At last Mrs. Stanton said kindly but firmly, "Bessie, my child, you must be quiet. You will surely be sick. Grandmamma is very sorry for you, but your head cannot hurt you so very much now."
"Oh, no!" sobbed the little girl, clinging about her grandmother's neck, "it isn't that, grandmamma; I don't care much if she did pull my hair; but oh, I was so wicked! I was in a passion again, and I was so bad! I struck that man, I know I did. Jesus will be sorry, and he will be angry with me too. He will think that I don't want to be his little child any more, 'cause I was so very, very naughty. Oh! what shall I do?"

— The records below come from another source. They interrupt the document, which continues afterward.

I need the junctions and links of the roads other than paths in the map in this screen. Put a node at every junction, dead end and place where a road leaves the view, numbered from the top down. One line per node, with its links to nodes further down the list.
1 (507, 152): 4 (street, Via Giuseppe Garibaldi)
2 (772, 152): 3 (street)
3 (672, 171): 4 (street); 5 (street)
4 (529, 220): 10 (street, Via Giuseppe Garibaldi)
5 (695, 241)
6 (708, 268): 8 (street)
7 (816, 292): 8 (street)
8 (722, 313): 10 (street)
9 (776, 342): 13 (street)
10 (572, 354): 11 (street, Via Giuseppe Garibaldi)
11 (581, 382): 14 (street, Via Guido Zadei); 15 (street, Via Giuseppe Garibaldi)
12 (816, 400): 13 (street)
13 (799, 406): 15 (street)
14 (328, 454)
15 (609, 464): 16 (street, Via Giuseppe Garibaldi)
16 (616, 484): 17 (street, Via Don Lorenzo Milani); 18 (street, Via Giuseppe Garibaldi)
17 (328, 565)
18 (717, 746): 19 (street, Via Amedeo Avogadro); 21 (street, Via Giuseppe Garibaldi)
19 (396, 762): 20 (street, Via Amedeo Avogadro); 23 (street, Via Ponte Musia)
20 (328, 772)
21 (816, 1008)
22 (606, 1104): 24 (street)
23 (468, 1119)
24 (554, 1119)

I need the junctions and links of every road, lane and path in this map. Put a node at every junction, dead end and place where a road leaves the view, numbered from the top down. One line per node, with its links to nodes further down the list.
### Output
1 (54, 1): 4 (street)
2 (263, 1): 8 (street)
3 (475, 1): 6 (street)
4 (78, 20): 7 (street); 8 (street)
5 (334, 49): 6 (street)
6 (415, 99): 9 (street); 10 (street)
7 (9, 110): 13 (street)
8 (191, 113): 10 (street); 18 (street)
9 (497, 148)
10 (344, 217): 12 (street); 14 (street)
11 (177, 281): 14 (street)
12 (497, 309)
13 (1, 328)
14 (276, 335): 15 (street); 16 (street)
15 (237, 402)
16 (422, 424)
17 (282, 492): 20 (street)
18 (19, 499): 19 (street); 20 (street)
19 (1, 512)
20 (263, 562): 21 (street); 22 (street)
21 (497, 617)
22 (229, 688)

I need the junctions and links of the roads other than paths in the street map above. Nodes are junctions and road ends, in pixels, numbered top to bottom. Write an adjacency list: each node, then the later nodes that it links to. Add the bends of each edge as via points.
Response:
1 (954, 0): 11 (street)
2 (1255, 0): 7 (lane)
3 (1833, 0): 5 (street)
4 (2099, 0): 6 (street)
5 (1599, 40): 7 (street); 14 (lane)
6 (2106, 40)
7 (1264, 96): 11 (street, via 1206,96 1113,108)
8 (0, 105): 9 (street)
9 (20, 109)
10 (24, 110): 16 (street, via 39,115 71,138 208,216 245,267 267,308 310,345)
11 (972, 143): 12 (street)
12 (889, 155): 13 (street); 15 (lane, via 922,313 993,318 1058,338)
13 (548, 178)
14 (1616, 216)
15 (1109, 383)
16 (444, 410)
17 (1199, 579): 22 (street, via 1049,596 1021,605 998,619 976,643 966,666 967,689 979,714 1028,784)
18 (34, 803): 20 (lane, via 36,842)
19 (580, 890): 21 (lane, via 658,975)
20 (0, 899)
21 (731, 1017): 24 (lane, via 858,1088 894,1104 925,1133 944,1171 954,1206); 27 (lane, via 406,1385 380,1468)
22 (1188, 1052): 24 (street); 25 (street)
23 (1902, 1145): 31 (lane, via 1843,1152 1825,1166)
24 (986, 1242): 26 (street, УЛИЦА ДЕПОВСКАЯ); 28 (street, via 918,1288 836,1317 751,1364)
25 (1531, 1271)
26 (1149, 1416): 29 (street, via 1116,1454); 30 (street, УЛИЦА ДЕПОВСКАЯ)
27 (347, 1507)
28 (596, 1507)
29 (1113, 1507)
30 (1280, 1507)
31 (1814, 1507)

"Tell Jesus that you are sorry, and ask him to forgive you, Bessie," said grandmamma, gently.
"Oh! I am 'fraid he can't," sobbed Bessie; "he must be so very angry. I didn't think about him, and I didn't try one bit, grandmamma. I just thought about what Miss Adams and that man did to me, and I was in such a dreadful passion; I never was so bad before. Oh, I wish I could tell my own mamma about it!"
All this was said with many sobs and tears and catchings of her breath, and grandmamma wished that Miss Adams could see the distress she had caused.
"Bessie," she said, "why did Jesus come down from heaven and die on the cross?"
"So our Father in heaven could forgive us," answered the child more quietly.